Mardi dernier, le porte-parole du ministère iranien des Affaires étrangères Ramin Mehmanparast avait déclaré espérer une "décision rapide" de la justice de son pays.

 

Le Sénégal a affirmé samedi que la "libération" de la jeune française était "consécutive" à une médiation du président Abdoulaye Wade, président en exercice de l'Organisation de la conférence islamique (OCI).

L'ingénieur iranien Majid Kakavand
est retourné à Téhéran
L'annonce d'un verdict permettant à Mlle Reiss de quitter l'Iran intervient peu après la décision, le 5 mai, de la justice française de refuser l'extradition vers les Etats-Unis d'un ingénieur iranien, Majid Kakavand, retenu en France depuis mars 2009 à la demande de la justice américaine.

 

L'ingénieur avait été arrêté le 20 mars 2009 à l'aéroport parisien de Roissy sur mandat d'arrêt délivré par les Etats-Unis alors qu'il venait passer des vacances en France.

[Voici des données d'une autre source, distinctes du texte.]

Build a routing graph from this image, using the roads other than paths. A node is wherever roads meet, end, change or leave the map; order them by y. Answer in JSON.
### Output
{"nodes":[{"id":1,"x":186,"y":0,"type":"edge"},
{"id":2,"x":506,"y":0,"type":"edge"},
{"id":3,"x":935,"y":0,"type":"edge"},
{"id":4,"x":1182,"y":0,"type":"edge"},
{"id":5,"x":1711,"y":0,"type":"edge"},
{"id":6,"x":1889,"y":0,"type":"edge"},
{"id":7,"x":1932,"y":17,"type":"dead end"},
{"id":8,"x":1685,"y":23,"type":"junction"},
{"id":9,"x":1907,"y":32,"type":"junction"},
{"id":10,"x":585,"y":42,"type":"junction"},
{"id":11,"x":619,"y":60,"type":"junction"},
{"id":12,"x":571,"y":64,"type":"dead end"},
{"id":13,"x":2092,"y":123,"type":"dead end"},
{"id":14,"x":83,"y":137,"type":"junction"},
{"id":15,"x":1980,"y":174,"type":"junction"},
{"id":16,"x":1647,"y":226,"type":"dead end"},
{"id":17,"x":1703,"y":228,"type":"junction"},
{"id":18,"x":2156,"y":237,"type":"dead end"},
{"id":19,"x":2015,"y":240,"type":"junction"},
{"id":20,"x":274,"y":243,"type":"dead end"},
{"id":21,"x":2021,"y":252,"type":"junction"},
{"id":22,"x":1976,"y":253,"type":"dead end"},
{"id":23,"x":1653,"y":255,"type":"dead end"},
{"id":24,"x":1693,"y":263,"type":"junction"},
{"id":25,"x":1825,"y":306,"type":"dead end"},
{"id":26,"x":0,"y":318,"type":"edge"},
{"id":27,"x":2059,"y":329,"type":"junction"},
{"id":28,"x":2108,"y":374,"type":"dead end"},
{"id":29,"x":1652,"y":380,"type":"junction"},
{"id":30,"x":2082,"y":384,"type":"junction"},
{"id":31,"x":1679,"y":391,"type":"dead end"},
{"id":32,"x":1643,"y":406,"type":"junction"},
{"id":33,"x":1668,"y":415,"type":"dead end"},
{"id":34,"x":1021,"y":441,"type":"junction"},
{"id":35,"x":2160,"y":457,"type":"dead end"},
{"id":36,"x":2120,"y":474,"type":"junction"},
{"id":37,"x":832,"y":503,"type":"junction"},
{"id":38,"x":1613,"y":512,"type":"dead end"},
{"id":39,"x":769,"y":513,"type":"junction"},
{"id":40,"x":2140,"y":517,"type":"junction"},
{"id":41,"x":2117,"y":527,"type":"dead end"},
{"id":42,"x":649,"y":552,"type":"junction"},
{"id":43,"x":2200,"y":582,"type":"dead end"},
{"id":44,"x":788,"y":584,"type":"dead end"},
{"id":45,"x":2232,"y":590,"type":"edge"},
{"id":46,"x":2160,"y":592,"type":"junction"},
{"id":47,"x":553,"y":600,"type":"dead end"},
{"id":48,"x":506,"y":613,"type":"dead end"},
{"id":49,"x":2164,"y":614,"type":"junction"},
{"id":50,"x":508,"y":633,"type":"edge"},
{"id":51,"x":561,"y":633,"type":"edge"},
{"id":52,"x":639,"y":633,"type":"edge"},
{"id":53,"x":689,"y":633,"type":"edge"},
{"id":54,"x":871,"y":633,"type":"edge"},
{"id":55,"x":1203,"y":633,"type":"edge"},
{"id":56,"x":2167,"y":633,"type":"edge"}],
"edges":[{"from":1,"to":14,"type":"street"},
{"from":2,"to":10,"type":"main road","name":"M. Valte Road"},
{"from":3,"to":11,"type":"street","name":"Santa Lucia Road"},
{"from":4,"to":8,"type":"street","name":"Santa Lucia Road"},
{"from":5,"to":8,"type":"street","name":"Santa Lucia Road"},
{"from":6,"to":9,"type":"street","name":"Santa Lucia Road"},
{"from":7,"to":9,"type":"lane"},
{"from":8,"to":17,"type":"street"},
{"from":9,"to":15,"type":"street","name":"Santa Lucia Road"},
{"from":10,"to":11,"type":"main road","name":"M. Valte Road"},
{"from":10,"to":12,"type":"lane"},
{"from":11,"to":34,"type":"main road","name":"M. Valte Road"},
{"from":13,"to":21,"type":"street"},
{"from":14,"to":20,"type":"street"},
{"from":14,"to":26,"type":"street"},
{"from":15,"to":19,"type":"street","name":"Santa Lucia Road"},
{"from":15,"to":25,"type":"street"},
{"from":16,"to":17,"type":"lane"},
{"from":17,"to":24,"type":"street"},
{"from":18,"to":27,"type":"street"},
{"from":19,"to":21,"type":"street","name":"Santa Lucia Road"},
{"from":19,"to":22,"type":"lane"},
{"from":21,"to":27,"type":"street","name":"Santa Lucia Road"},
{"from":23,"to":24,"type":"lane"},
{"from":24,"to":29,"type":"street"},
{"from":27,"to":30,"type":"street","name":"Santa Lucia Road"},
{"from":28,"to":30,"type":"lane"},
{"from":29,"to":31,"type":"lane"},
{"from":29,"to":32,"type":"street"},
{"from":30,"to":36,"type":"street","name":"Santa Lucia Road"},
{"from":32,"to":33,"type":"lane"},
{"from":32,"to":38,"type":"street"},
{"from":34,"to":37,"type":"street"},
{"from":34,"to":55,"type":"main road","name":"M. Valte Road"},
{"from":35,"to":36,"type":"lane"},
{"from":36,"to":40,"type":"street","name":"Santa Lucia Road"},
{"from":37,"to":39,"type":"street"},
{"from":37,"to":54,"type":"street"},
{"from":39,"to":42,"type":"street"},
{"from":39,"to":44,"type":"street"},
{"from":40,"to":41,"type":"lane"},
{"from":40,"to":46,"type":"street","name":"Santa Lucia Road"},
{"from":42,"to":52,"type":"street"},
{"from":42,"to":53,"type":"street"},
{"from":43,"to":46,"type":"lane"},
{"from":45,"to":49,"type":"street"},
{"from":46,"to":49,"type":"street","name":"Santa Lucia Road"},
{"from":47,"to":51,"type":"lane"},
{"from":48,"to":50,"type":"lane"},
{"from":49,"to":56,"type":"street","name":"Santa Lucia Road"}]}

La justice française doit également se prononcer le 18 mai sur la mise en liberté conditionnelle d'Ali Vakili Rad condamné en 1994 en France pour l'assassinat trois ans plus tôt de l'ex-Premier ministre iranien Chapour Bakhtiar.

 

Kouchner réfute "tout marchandage"
Paris et Téhéran ont toujours officiellement démenti tout lien entre ces deux affaires. Le ministre des Affaires étrangères Bernard Kouchner a ainsi déclaré qu'il n'y avait eu  "aucun marchandage" ni "aucune contrepartie" à la libération de la jeune femme.

 

En France, l'UMP a parlé d'un "soulagement collectif national" et salué "l'action diplomatique de la France".

 

Tout en se réjouissant, la première secrétaire du PS Martine Aubry a rappelé le sort de "milliers d'opposants" iraniens emprisonnés. "Cette heureuse libération ne doit pas faire oublier l'arbitraire policier du régime iranien", a estimé de son côté Jack Lang.